Era impossibile pensare che il ciclone del MCU non avrebbe intaccato anche questa posizione di privilegio. 300 di Zack Snyder era una riproduzione fedele del graphic-novel omonimo di Frank Miller ma nel 2007 le cose erano ancora diverse. Il primo scontro tra Il Rosso con un vampiro avviene su un ring di lucha libre ma la distanza con il modello è evidente. Infatti, il combattimento si svolgeva anche su Hellboy in Mexico e la tonalità del corpo a corpo era completamente differente. È difficile ridurre un simile cambiamento ad una semplice questione di luce e di colore non rispettati. Mike Mignola ha sempre avuto una sensibilità cinematografica, al punto da aver curato lo storyboard di Bram Stoker’s Dracula di Francis Ford Coppola. Le influenze noir di Sin City non sono in discussione ma tutti i titoli della Dark Horse hanno spesso pescato dall’immaginario classico del grande schermo.
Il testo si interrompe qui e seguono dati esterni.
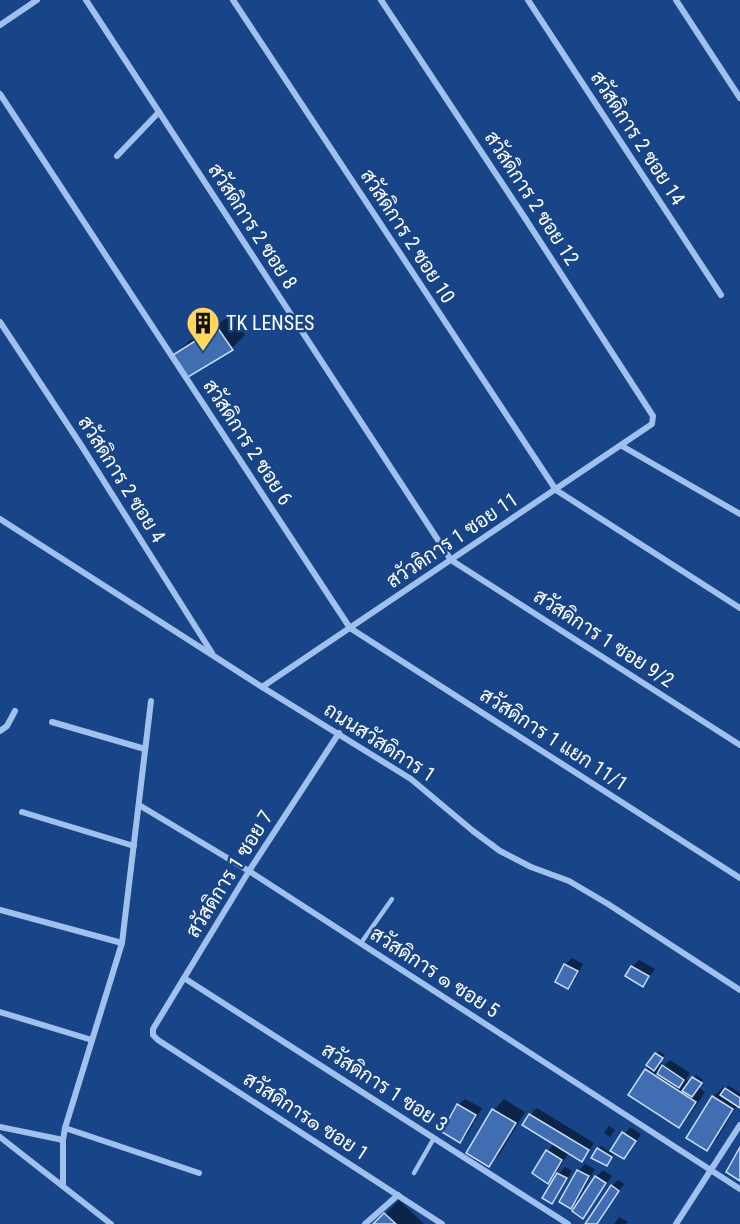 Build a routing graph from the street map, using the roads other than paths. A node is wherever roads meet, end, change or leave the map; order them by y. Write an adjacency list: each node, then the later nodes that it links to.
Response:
1 (36, 0): 7 (street)
2 (86, 0): 10 (street, สวัสดิการ 2 ซอย 8)
3 (233, 0): 16 (street, สวัสดิการ 2 ซอย 10)
4 (381, 0): 14 (street, สวัสดิการ 2 ซอย 12)
5 (528, 0): 12 (street, สวัสดิการ 2 ซอย 14)
6 (676, 0): 9 (street)
7 (0, 25)
8 (0, 93): 21 (street, สวัสดิการ 2 ซอย 6)
9 (740, 98)
10 (159, 112): 11 (street); 19 (street, สวัสดิการ 2 ซอย 8)
11 (117, 156)
12 (721, 295)
13 (0, 322): 22 (street, สวัสดิการ 2 ซอย 4)
14 (652, 416): 15 (street, สวัวดิการ 1 ซอย 11)
15 (622, 446): 16 (street, สวัวดิการ 1 ซอย 11); 17 (street)
16 (556, 490): 19 (street, สวัวดิการ 1 ซอย 11); 20 (street)
17 (740, 514)
18 (0, 519): 22 (street, ถนนสวัสดิการ 1)
19 (451, 560): 21 (street, สวัวดิการ 1 ซอย 11); 29 (street, สวัสดิการ 1 ซอย 9/2)
20 (740, 608)
21 (350, 628): 23 (street, สวัวดิการ 1 ซอย 11); 35 (street, สวัสดิการ 1 แยก 11/1)
22 (214, 656): 23 (street, ถนนสวัสดิการ 1)
23 (262, 687): 28 (street, ถนนสวัสดิการ 1)
24 (151, 701): 30 (street)
25 (15, 711): 27 (street)
26 (52, 722): 30 (street)
27 (0, 731)
28 (339, 734): 34 (street, สวัสดิการ 1 ซอย 7); 41 (street, ถนนสวัสดิการ 1)
29 (740, 745)
30 (145, 749): 31 (street)
31 (139, 805): 33 (street); 34 (street, สวัสดิการ ๑ ซอย 5)
32 (22, 812): 33 (street)
33 (134, 846): 38 (street)
34 (249, 871): 39 (street, สวัสดิการ ๑ ซอย 5); 40 (street, สวัสดิการ 1 ซอย 7)
35 (740, 878)
36 (392, 899): 39 (lane)
37 (0, 910): 38 (street)
38 (122, 943): 44 (street)
39 (361, 944): 51 (street, สวัสดิการ ๑ ซอย 5)
40 (184, 978): 43 (street, สวัสดิการ 1 ซอย 7); 49 (street, สวัสดิการ 1 ซอย 3)
41 (740, 990)
42 (0, 1012): 44 (street)
43 (153, 1035): 56 (street, สวัสดิการ๑ ซอย 1)
44 (93, 1040): 47 (street)
45 (740, 1125): 51 (street)
46 (0, 1127): 50 (street)
47 (66, 1128): 50 (street); 52 (street)
48 (0, 1137): 54 (street)
49 (434, 1138): 53 (lane); 60 (street, สวัสดิการ 1 ซอย 3)
50 (63, 1140): 54 (street)
51 (711, 1169): 55 (street, สวัสดิการ ๑ ซอย 5); 61 (street)
52 (199, 1173)
53 (414, 1173)
54 (63, 1186): 57 (street)
55 (740, 1189)
56 (398, 1195): 58 (street); 59 (street, สวัสดิการ๑ ซอย 1)
57 (111, 1224)
58 (364, 1224)
59 (442, 1224)
60 (568, 1224)
61 (676, 1224)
Hellboy rende esplicito come questo bagaglio visivo sia ormai obsoleto anche per il più inusuale dei fumetti. Paradossalmente, la sceneggiatura di Andrew Cosby si attiene scrupolosamente all’idea lovecraftiana che regge il suo universo narrativo. Il mondo degli umani e quello delle creature demoniache sono permeabili e sono in guerra sin dalla notte dei tempi. Il prologo ambientato all’epoca di Re Artù non è solo il pretesto per il grande colpo di scena del film ma serve anche a storicizzare il conflitto. Il viaggio nel vecchio mondo per partecipare ad una battuta di caccia ai giganti dimostra come i rapporti tra le due dimensioni non possano essere pacifici. Tuttavia, l’antica società britannica che si occupa di organizzare questo sport nelle campagne inglesi sembra uscita da Kingsman di Matthew Vaughn.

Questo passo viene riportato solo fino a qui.